Patients bear the burden of rising pharmaceutical costs in several ways, including higher insurance premiums and increased out-of-pocket costs, which can limit access to needed therapies. Taxpayers also shoulder the financial burden as spending increases in public programs such as Medicare and Medicaid.
Multiple factors are driving these growing costs. Historically, U.S. health care has tended to adopt drug therapies when they provide additional clinical benefit compared to existing treatments, independent of the cost of the product. Today, a growing share of therapies entering the market are expensive pharmaceuticals designed to treat complex, chronic conditions, such as cancer and autoimmune diseases. These products, known as specialty drugs, currently make up 37 percent of drug costs but account for less than 2 percent of all prescriptions.

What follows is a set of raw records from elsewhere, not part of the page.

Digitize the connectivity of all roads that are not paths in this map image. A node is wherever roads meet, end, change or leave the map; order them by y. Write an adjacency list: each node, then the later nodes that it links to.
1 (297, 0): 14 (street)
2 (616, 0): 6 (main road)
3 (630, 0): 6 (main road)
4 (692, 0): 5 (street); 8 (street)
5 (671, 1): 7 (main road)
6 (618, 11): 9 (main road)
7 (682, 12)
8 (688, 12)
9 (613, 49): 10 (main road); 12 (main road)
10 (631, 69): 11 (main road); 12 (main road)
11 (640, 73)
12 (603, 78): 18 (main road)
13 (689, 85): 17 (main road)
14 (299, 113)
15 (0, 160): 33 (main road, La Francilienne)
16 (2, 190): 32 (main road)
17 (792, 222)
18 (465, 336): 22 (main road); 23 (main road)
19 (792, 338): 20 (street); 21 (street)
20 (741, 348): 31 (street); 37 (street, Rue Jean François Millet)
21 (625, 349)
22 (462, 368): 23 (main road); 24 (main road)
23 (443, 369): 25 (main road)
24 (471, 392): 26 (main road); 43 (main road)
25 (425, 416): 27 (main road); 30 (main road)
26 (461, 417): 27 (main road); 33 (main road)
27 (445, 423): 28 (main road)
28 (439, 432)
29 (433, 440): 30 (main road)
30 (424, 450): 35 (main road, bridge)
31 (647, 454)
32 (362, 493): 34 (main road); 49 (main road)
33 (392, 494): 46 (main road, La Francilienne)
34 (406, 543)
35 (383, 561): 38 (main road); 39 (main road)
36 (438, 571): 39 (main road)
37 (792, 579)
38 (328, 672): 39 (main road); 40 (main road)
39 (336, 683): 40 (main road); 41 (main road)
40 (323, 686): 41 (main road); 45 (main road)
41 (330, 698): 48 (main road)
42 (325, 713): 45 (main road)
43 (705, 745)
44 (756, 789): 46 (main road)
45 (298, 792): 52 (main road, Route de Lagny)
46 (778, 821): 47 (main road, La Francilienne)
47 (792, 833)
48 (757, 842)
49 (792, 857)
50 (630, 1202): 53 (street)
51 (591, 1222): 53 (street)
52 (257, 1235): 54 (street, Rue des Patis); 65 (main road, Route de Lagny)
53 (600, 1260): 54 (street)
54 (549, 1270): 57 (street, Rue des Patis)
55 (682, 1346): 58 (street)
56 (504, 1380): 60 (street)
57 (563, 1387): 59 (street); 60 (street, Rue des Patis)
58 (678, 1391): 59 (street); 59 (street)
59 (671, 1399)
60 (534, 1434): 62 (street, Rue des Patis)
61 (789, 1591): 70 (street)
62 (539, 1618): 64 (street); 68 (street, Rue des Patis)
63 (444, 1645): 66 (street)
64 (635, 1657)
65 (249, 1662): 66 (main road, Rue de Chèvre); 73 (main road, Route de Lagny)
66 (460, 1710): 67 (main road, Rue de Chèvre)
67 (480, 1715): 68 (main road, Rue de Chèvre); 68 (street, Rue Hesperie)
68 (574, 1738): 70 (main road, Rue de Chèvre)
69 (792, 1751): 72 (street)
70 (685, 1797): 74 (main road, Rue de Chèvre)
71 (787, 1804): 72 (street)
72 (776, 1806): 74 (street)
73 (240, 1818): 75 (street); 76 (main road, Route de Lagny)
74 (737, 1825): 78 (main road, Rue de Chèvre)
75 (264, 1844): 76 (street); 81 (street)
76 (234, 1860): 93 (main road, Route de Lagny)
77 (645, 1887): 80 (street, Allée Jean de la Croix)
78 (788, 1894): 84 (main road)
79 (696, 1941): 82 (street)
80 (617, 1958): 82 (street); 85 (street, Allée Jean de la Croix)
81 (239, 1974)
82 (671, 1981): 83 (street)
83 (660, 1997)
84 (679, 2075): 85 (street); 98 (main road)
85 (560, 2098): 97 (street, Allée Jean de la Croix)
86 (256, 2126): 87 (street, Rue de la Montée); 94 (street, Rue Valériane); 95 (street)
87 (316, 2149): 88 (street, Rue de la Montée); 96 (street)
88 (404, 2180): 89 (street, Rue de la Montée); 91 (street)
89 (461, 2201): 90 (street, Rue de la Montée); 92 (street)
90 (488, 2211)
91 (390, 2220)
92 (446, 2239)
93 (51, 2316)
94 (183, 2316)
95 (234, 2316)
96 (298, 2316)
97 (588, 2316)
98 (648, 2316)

Existing pharmaceuticals are also contributing to rising drug spending, with manufacturers choosing to raise prices on many drugs year after year, including those with multiple therapeutic alternatives, such as treatments for multiple sclerosis and rheumatoid arthritis.
The Pew Charitable Trusts’ drug spending research initiative seeks to understand the underlying drivers of rising drug costs and identify policy options to better manage spending on these products in ways that help to ensure that patients have access to needed treatments.